INQ1
- Availability by region: December 2008
- Compatible networks: UMTS 2100, GSM 900, GSM 1800, GSM 1900, HSDPA, 3G
- Operating system: Qualcomm's BREW (proprietary Linux-OS)
- Memory: 50MB internal Expandable to 8 GB microSD
- Rear camera: 3.2 Megapixels
- Display: 2.2in QVGA
- Connectivity: Bluetooth 2.0 + EDR, USB (with Mass Storage Mode and Modem dongle support)

= INQ1 =

2008 mobile phone

The INQ1 is the first product of the Hutchinson Whampoa subsidiary, INQ. The INQ1 was released in December 2008 as a social-networking phone. Retailing at a cheaper price than competitors such as the iPhone, Blackberry Storm, G1 and Nokia 5800, it also contains slightly fewer features than other 3G 'smartphones'. It is thus marketed as an entry-level phone for users wanting to access websites and web-base applications from their mobile. The phone was created for the 3 phone network.

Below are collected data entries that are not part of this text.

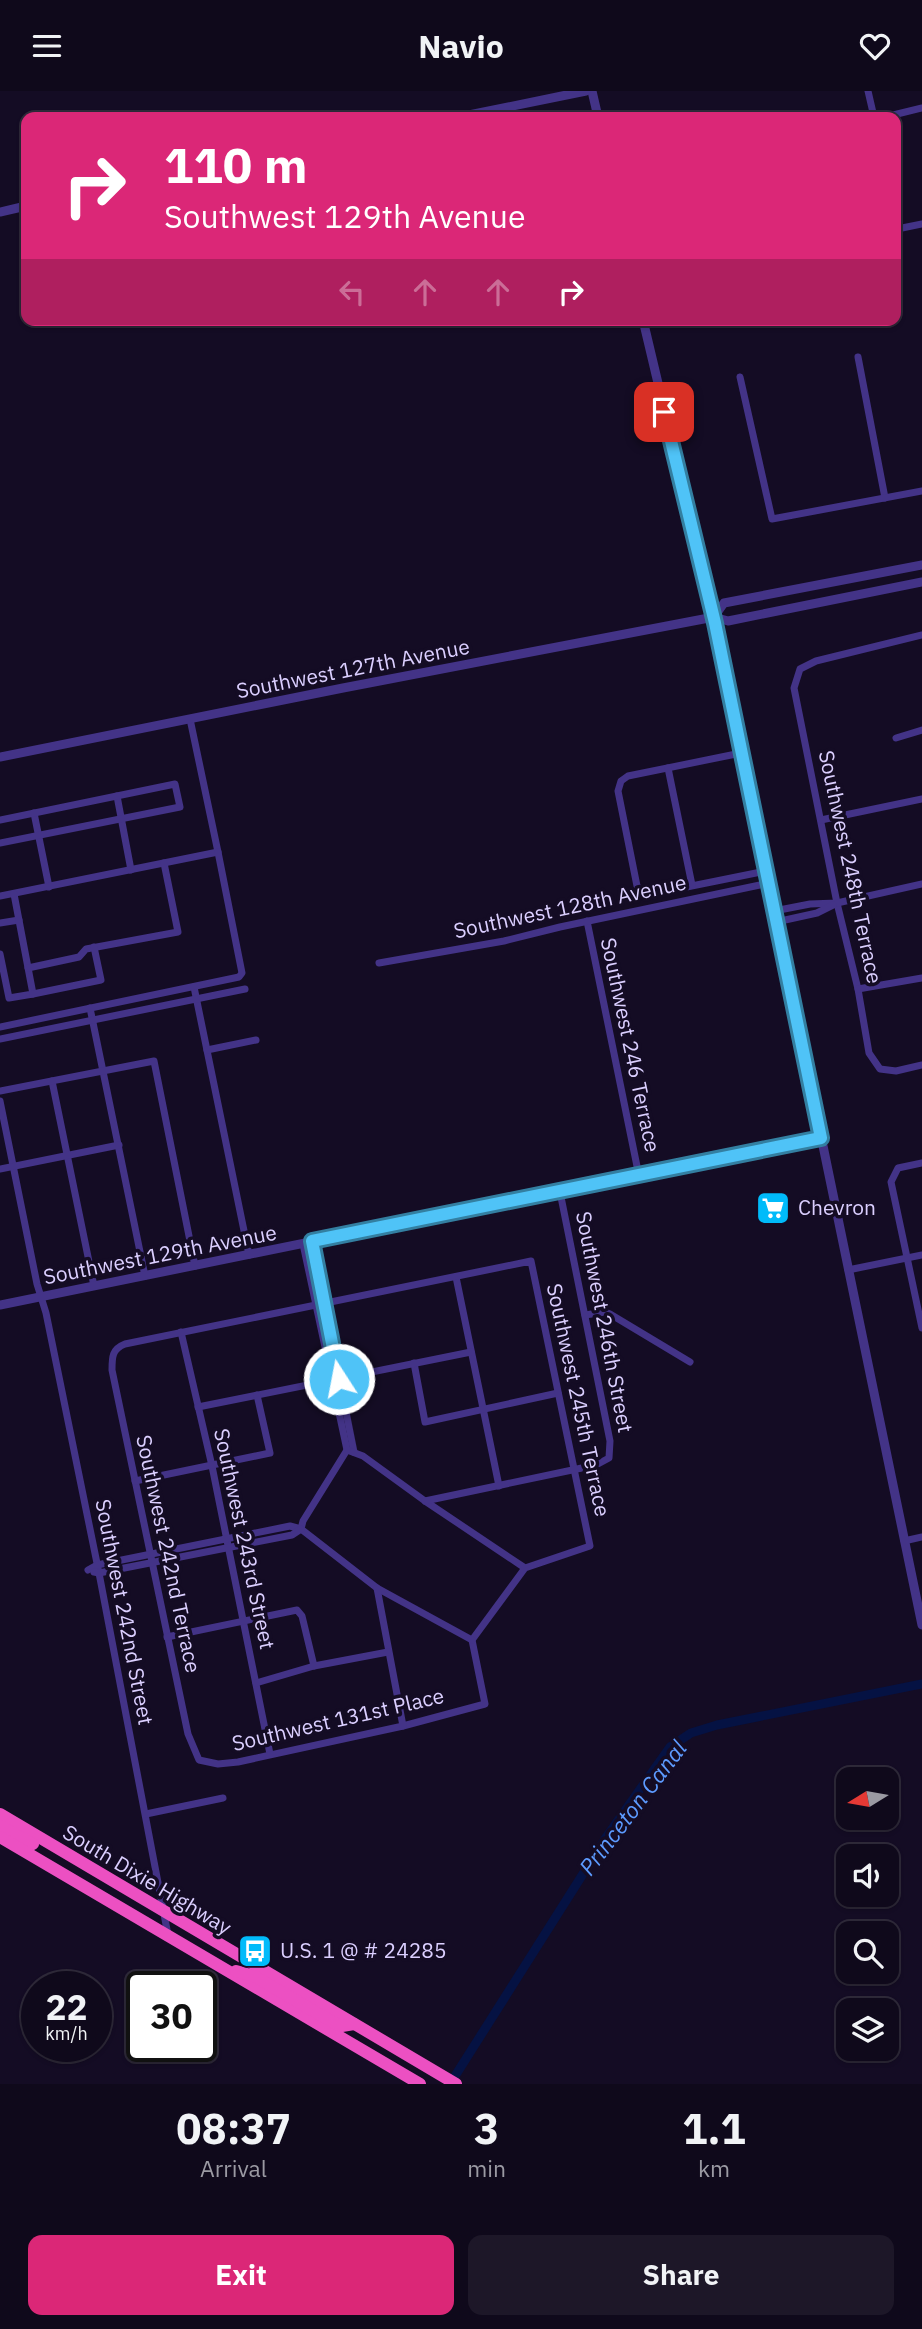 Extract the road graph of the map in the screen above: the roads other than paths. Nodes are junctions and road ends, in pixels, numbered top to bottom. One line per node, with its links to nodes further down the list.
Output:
1 (586, 91): 5 (street)
2 (592, 91): 6 (street)
3 (868, 91): 7 (street)
4 (922, 108): 8 (street)
5 (483, 112)
6 (597, 112)
7 (873, 112)
8 (901, 113)
9 (21, 208): 10 (street)
10 (0, 212)
11 (922, 224): 12 (street)
12 (902, 228)
13 (644, 326): 20 (street)
14 (858, 357): 17 (street)
15 (740, 377): 17 (street)
16 (922, 491): 17 (street)
17 (885, 498)
18 (922, 565): 20 (street, Southwest 127th Avenue)
19 (922, 582): 20 (street, Southwest 127th Avenue)
20 (713, 617): 22 (street, Southwest 127th Avenue); 25 (street)
21 (922, 635): 33 (street, Southwest 248th Terrace)
22 (190, 719): 26 (street, Southwest 127th Avenue); 36 (street)
23 (922, 730): 24 (street)
24 (897, 738)
25 (741, 753): 27 (street); 39 (street)
26 (0, 757)
27 (668, 768): 42 (street); 42 (street)
28 (117, 796): 30 (street); 31 (street); 31 (street)
29 (922, 799): 33 (street)
30 (34, 813): 32 (street); 34 (street)
31 (121, 819): 34 (street); 38 (street)
32 (0, 820)
33 (821, 820): 46 (street, Southwest 248th Terrace)
34 (39, 835): 35 (street); 43 (street)
35 (0, 843)
36 (218, 852): 37 (street); 57 (street)
37 (164, 863): 38 (street); 52 (street)
38 (131, 870): 43 (street)
39 (766, 871): 40 (street); 42 (street)
40 (769, 883): 47 (street); 49 (street, Southwest 128th Avenue)
41 (922, 884): 46 (street)
42 (692, 885)
43 (49, 887): 44 (street)
44 (14, 894): 45 (street); 48 (street)
45 (0, 896)
46 (837, 903): 47 (street); 50 (street); 59 (street, Southwest 248th Terrace)
47 (774, 911): 50 (street)
48 (19, 920): 51 (street); 55 (street)
49 (587, 921): 54 (street, Southwest 128th Avenue); 79 (street, Southwest 246 Terrace)
50 (776, 922): 73 (street)
51 (0, 923)
52 (94, 947): 55 (street); 60 (street)
53 (0, 954): 60 (street)
54 (379, 963)
55 (28, 968): 60 (street)
56 (922, 978): 59 (street)
57 (194, 987): 61 (street); 62 (street)
58 (245, 989): 61 (street)
59 (858, 989): 68 (street, Southwest 248th Terrace)
60 (33, 994)
61 (197, 1000): 63 (street); 67 (street)
62 (90, 1008): 63 (street); 64 (street)
63 (92, 1020): 65 (street); 69 (street)
64 (0, 1027)
65 (0, 1039)
66 (256, 1040): 67 (street)
67 (207, 1050): 82 (street)
68 (922, 1065)
69 (103, 1071): 70 (street); 74 (street); 85 (street)
70 (52, 1081): 71 (street); 75 (street)
71 (0, 1091)
72 (0, 1101): 77 (street, Southwest 242nd Street)
73 (821, 1138): 79 (street, Southwest 129th Avenue); 86 (street)
74 (119, 1145): 75 (street); 87 (street)
75 (67, 1156): 77 (street); 89 (street)
76 (922, 1163): 84 (street)
77 (13, 1167): 78 (street); 90 (street, Southwest 242nd Street)
78 (0, 1169)
79 (639, 1176): 80 (street, Southwest 129th Avenue)
80 (560, 1192): 81 (street, Southwest 129th Avenue); 93 (street, Southwest 246th Street)
81 (307, 1243): 82 (street, Southwest 129th Avenue); 91 (street)
82 (248, 1255): 85 (street, Southwest 129th Avenue)
83 (922, 1255): 84 (street)
84 (907, 1258): 86 (street); 94 (street)
85 (195, 1266): 87 (street, Southwest 129th Avenue)
86 (848, 1270): 112 (street)
87 (145, 1276): 89 (street, Southwest 129th Avenue)
88 (456, 1276): 91 (street); 96 (street); 100 (street, Southwest 245th Terrace)
89 (94, 1286): 90 (street, Southwest 129th Avenue)
90 (41, 1297): 92 (street, Southwest 129th Avenue); 116 (street, Southwest 242nd Street)
91 (320, 1303): 95 (street); 99 (street)
92 (0, 1305)
93 (585, 1315): 97 (street); 106 (street, Southwest 246th Street)
94 (922, 1328)
95 (181, 1332): 102 (street, Southwest 243rd Street); 107 (street, Southwest 242nd Terrace)
96 (471, 1352): 98 (street); 103 (street)
97 (690, 1361)
98 (414, 1363): 99 (street); 103 (street)
99 (336, 1380): 101 (street); 104 (street)
100 (558, 1393): 103 (street); 106 (street, Southwest 245th Terrace)
101 (257, 1395): 102 (street); 105 (street)
102 (198, 1407): 105 (street, Southwest 243rd Street)
103 (483, 1410): 108 (street)
104 (351, 1451): 109 (street); 110 (street)
105 (212, 1466): 107 (street); 113 (street, Southwest 243rd Street)
106 (574, 1470): 108 (street); 117 (street, Southwest 245th Terrace)
107 (135, 1481): 114 (street, Southwest 242nd Terrace)
108 (499, 1486): 109 (street)
109 (425, 1501): 117 (street)
110 (302, 1529): 113 (street); 118 (street)
111 (922, 1537): 112 (street)
112 (904, 1541): 120 (street)
113 (227, 1543): 114 (street); 115 (street); 119 (street, Southwest 243rd Street)
114 (151, 1553): 115 (street, Southwest 242nd Terrace); 116 (street)
115 (152, 1562): 116 (street); 121 (street, Southwest 242nd Terrace)
116 (98, 1569): 131 (street, Southwest 242nd Street)
117 (525, 1569): 122 (street)
118 (377, 1588): 122 (street); 123 (street)
119 (244, 1622): 121 (street); 124 (street); 125 (street, Southwest 243rd Street)
120 (922, 1625)
121 (167, 1637): 128 (street, Southwest 242nd Terrace)
122 (472, 1640): 126 (street, Southwest 131st Place)
123 (388, 1652): 124 (street); 126 (street)
124 (314, 1667): 125 (street)
125 (256, 1683): 127 (street, Southwest 243rd Street)
126 (403, 1726): 127 (street, Southwest 131st Place)
127 (270, 1754): 128 (street, Southwest 131st Place)
128 (199, 1760)
129 (223, 1798): 131 (street)
130 (0, 1814): 134 (highway, South Dixie Highway)
131 (146, 1814): 135 (street, Southwest 242nd Street)
132 (0, 1826): 134 (highway)
133 (0, 1837): 136 (highway, South Dixie Highway)
134 (91, 1868): 135 (highway, South Dixie Highway)
135 (164, 1912): 136 (street, Southwest 242nd Street); 138 (highway, South Dixie Highway)
136 (168, 1935): 137 (highway, South Dixie Highway)
137 (222, 1967): 138 (highway); 139 (highway, South Dixie Highway)
138 (354, 2024): 140 (highway, South Dixie Highway)
139 (420, 2084)
140 (456, 2084)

The INQ1 integrates a range of services such as Skype, Last.fm, eBay, Facebook, Myspace and Windows Live Messenger. The inclusion of Facebook in a prominent position has led to its description as 'the Facebook phone'.

==Reaction==
The phone received generally positive reviews upon release. Some were extremely positive, with its low price, easy integration of multiple social networking features and light weight all being quoted as positive features. In particular, the phone was seen as successful for a manufacturer's first handset.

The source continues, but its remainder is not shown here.